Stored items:
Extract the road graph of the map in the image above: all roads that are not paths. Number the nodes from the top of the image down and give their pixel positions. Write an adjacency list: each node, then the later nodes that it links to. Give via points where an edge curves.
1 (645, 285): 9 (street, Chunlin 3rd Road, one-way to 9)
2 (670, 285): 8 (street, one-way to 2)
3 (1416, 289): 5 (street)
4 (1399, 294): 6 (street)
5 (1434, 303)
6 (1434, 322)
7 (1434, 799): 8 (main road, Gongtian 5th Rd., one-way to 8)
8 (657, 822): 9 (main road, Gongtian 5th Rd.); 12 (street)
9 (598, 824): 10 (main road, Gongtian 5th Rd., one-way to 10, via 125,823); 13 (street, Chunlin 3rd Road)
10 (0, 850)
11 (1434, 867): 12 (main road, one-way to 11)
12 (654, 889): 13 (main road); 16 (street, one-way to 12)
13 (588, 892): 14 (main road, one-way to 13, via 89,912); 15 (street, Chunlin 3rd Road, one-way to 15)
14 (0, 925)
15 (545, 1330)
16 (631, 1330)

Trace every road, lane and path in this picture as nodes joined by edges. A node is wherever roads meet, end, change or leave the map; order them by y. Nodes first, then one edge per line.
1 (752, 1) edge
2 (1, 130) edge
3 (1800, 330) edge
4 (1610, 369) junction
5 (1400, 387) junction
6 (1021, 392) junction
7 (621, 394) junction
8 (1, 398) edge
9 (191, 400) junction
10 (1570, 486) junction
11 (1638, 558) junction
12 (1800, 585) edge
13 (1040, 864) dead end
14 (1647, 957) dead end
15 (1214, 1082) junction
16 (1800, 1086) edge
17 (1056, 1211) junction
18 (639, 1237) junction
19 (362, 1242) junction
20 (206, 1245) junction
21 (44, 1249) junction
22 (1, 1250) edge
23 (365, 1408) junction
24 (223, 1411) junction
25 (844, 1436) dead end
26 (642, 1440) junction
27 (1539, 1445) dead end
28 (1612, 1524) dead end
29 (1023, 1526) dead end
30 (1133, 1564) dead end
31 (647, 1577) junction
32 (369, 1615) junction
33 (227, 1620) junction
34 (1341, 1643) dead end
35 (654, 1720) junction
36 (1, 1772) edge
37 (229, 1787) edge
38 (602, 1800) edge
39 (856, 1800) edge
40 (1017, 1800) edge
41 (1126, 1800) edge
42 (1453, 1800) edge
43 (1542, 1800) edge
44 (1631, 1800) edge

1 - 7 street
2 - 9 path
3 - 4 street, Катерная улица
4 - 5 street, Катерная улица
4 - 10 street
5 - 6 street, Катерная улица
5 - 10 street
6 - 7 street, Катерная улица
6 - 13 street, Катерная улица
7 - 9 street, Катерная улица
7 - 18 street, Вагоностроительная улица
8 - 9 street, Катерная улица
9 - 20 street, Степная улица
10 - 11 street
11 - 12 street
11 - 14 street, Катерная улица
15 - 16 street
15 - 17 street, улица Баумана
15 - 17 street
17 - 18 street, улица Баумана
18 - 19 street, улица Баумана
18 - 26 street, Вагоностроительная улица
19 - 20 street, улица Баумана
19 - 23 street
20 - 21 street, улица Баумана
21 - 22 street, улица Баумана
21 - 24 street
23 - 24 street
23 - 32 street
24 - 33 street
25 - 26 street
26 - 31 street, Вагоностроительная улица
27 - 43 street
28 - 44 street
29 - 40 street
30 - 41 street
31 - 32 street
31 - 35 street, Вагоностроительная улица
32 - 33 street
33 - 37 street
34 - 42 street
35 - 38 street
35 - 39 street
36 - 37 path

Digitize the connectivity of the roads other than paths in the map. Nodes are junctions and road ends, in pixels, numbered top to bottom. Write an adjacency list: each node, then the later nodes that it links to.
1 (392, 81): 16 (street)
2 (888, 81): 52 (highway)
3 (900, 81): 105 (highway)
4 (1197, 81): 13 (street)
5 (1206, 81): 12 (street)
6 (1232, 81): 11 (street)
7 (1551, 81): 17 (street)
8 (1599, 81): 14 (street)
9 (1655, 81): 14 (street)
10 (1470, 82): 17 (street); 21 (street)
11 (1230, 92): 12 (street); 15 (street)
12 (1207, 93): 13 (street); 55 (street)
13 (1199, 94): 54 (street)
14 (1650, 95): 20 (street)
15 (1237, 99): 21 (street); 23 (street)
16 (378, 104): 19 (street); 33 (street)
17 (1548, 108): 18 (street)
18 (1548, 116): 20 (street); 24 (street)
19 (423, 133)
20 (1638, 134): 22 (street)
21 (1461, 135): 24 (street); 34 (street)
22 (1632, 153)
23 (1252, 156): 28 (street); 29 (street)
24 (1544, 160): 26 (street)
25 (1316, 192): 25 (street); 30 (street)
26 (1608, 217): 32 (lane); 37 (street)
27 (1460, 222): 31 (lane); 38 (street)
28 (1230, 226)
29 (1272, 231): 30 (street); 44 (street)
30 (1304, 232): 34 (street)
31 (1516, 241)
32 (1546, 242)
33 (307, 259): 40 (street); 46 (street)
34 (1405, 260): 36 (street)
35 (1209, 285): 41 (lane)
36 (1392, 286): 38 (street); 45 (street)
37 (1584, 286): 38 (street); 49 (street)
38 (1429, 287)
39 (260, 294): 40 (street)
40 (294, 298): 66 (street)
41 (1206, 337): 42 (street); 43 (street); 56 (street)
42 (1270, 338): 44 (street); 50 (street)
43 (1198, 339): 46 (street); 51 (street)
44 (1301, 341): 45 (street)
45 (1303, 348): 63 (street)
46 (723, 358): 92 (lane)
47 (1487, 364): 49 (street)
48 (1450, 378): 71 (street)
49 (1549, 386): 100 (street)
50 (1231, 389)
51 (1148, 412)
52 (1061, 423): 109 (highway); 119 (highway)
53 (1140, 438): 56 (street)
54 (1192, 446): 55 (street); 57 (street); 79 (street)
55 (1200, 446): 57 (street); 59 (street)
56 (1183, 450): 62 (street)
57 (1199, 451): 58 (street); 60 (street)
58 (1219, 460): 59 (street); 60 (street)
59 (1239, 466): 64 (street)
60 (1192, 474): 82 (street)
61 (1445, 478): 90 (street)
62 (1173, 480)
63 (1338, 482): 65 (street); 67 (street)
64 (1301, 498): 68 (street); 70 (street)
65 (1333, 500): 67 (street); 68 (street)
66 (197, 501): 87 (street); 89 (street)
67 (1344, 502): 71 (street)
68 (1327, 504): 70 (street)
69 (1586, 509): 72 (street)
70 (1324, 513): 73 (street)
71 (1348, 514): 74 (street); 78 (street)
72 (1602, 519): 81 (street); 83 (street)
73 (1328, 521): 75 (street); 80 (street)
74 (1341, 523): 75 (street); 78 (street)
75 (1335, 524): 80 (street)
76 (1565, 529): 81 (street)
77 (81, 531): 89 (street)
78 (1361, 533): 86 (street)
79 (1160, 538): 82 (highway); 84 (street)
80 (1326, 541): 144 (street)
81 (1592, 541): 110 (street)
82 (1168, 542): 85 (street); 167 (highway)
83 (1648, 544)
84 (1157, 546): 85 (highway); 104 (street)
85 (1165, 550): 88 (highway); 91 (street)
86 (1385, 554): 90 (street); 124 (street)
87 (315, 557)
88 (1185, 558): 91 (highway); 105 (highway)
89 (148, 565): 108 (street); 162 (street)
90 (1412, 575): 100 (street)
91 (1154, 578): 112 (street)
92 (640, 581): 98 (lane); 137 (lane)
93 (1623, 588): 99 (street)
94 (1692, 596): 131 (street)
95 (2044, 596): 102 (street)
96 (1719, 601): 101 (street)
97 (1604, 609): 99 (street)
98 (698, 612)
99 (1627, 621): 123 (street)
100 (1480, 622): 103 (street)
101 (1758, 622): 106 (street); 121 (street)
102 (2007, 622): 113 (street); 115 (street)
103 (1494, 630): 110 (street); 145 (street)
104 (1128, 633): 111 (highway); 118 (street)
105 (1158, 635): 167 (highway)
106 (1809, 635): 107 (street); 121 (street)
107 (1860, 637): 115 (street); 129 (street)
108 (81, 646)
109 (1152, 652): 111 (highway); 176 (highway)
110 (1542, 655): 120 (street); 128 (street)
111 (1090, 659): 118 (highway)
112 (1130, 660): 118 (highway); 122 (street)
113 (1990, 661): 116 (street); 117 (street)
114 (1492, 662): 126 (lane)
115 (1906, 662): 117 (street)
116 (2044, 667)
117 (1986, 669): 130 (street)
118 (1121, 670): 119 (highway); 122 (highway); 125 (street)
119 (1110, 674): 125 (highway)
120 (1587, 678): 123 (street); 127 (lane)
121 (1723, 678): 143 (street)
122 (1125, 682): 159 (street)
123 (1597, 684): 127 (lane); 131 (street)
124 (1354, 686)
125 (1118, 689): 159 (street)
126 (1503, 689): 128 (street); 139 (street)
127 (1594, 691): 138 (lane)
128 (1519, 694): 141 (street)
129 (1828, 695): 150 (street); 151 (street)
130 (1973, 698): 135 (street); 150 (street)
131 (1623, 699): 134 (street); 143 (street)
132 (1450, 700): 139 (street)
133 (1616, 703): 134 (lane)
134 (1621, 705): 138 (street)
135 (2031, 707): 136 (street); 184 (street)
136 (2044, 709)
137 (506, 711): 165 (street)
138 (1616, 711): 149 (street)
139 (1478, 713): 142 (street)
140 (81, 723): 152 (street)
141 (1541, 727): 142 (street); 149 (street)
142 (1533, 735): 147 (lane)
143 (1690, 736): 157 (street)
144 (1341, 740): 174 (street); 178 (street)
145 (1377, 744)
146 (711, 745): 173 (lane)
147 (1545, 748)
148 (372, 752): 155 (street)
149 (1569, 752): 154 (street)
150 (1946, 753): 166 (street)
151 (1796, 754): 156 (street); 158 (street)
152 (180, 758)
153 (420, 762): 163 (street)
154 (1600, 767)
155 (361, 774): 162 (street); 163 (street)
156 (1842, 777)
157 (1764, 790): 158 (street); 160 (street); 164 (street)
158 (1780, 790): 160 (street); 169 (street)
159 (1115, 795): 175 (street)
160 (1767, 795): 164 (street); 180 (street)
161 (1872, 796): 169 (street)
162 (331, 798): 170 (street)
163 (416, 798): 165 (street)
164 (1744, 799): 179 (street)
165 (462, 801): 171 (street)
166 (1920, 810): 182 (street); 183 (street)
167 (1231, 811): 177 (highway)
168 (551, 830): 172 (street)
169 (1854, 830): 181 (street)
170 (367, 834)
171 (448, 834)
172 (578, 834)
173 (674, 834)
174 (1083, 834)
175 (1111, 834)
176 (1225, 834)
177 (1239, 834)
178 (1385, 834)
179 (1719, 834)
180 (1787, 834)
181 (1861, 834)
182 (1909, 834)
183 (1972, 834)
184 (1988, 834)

*Task requirements:*
Show every line in the records above that contains the word "Катерная".

*Solved problem:*
3 - 4 street, Катерная улица
4 - 5 street, Катерная улица
5 - 6 street, Катерная улица
6 - 7 street, Катерная улица
6 - 13 street, Катерная улица
7 - 9 street, Катерная улица
8 - 9 street, Катерная улица
11 - 14 street, Катерная улица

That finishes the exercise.